Connecting surface thermal features with subsurface buoyant plume dynamics

Surface thermal signatures of a buoyancy-induced flow can be instrumental in investigating the evolution of subsurface flow structures, potentially allowing for remote sensing to replace in situ measurements. To study this, experiments were conducted using a vertically oriented plume in a tank (measuring 0.63m to a side) with a vertically mounted infrared camera imaging the free-surface. To this end, correlation length scale analysis at the free surface were conducted for a range of flow conditions to see how it varies with the Reynolds number defined by the source outlet variables.
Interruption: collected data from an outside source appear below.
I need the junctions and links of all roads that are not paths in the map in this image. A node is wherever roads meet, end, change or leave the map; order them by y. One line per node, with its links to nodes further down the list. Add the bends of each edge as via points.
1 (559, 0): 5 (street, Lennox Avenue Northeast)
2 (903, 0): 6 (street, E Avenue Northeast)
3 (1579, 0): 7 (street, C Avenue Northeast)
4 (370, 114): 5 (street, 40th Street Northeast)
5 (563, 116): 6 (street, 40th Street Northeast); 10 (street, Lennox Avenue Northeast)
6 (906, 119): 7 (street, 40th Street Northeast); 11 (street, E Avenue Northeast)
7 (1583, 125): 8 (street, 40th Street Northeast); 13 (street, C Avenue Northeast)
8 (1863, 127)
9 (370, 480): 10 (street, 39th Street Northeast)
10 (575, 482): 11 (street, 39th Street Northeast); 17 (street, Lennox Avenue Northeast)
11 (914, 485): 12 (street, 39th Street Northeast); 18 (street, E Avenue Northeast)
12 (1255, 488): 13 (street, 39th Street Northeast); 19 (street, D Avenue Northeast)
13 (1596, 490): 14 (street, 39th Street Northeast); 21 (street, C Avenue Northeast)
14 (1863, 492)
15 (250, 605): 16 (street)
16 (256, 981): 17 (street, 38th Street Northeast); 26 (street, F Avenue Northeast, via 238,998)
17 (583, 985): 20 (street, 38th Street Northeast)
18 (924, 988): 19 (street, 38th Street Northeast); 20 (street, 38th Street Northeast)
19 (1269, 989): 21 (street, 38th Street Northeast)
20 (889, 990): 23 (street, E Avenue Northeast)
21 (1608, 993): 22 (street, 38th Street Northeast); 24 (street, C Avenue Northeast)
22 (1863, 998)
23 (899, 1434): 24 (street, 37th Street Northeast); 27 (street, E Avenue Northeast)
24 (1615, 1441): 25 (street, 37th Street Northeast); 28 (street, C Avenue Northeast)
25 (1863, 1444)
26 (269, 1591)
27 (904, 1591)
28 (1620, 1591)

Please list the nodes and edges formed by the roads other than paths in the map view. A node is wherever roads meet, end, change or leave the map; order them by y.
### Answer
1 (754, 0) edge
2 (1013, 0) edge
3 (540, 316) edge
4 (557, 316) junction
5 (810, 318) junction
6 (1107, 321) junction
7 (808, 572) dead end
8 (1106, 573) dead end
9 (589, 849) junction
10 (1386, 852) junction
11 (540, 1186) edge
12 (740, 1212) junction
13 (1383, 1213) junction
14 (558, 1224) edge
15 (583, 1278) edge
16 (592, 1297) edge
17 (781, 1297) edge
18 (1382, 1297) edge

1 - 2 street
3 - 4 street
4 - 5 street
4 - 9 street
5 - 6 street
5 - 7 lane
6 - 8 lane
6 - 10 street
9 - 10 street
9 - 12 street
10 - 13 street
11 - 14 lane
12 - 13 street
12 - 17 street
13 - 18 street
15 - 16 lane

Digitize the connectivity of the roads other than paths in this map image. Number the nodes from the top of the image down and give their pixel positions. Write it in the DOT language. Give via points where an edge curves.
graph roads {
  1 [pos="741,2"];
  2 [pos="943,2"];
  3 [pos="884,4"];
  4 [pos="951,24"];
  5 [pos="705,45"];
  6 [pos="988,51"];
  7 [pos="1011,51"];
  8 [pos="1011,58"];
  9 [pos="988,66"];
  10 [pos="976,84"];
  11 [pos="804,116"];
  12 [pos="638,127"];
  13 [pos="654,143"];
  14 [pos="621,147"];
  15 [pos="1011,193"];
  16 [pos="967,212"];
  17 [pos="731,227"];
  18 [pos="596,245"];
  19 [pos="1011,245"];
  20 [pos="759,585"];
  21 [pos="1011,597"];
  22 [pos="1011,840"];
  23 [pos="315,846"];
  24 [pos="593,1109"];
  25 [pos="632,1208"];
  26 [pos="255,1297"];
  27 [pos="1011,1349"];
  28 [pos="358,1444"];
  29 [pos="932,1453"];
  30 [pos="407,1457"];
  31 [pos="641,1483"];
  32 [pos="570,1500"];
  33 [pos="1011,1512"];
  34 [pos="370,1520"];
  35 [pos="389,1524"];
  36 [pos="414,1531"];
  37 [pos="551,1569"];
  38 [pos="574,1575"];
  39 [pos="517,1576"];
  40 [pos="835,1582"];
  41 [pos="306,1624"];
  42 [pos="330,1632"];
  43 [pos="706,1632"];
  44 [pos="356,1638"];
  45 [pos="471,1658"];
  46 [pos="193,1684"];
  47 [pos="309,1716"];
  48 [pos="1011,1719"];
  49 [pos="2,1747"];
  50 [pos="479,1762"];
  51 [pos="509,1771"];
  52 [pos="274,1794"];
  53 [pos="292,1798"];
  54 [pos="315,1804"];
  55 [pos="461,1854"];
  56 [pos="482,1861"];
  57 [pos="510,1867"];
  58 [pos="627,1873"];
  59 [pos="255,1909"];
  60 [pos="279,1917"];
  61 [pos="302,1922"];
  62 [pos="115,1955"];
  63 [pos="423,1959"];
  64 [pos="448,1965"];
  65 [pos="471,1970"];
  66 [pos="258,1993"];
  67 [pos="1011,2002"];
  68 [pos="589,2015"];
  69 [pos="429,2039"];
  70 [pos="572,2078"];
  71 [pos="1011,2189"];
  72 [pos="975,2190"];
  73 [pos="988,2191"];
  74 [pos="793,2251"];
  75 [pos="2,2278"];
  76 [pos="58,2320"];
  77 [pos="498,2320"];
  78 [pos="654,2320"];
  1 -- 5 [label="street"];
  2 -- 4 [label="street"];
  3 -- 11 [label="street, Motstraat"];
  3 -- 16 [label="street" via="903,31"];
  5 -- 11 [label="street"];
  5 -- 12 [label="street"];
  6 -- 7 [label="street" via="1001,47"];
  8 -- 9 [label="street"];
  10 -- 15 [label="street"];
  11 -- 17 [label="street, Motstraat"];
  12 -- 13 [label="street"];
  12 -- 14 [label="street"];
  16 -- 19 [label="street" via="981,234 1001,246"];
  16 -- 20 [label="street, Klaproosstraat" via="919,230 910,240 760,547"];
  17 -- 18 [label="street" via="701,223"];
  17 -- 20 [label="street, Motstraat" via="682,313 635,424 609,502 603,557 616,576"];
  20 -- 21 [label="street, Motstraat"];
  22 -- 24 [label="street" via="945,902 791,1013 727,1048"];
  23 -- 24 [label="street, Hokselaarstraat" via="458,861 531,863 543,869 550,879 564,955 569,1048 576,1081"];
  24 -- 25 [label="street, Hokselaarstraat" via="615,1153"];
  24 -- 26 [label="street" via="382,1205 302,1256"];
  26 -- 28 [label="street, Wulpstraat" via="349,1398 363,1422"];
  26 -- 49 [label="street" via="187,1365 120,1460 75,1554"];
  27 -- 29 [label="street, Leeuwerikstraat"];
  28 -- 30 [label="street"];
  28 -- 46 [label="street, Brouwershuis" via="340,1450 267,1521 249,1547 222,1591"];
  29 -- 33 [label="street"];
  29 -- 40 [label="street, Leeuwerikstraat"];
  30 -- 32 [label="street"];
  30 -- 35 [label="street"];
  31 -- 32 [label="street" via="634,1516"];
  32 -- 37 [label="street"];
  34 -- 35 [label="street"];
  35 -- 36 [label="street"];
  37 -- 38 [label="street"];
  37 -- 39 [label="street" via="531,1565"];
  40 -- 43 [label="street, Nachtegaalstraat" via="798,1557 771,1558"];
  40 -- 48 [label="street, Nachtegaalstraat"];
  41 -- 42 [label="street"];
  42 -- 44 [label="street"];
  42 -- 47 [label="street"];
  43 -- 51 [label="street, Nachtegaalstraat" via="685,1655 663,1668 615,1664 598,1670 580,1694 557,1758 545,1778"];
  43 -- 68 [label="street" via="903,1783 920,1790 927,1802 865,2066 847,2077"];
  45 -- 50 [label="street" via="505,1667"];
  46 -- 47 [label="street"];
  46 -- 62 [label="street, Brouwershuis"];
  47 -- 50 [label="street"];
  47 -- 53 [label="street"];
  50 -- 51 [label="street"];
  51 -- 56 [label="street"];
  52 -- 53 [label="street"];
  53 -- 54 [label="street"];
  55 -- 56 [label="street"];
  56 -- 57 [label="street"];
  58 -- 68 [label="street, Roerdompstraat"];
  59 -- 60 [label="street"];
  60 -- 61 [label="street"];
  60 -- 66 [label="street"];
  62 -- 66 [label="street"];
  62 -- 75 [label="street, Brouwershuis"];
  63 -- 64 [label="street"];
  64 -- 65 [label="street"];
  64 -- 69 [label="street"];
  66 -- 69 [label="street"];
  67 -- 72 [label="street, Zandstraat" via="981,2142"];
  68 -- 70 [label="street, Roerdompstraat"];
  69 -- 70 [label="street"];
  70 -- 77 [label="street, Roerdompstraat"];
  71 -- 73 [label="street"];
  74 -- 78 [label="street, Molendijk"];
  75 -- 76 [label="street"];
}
Furthermore, we analyze these trends by computing the power spectral density of the temperature fluctuations at the free surface. During this analysis, we also compare our results with the available literature, including similar experiments for a narrower range of Reynolds number by Judd et al. (2016, J. Visualization). To elucidate the role that the turbulent state of flow plays in the downstream evolution of the flow structures, and therefore the surface features, experiments are also conducted using turbulence-inhibiting polymers. Results are then analyzed and compared by including the Weissenberg number to the parameter space to draw upon the evolution of these structures, and thus the mechanics of the entrainment process. The need for appropriately defining the parameters quantifying the flow is also stressed in terms of the scale-separation concept underlying turbulent flows.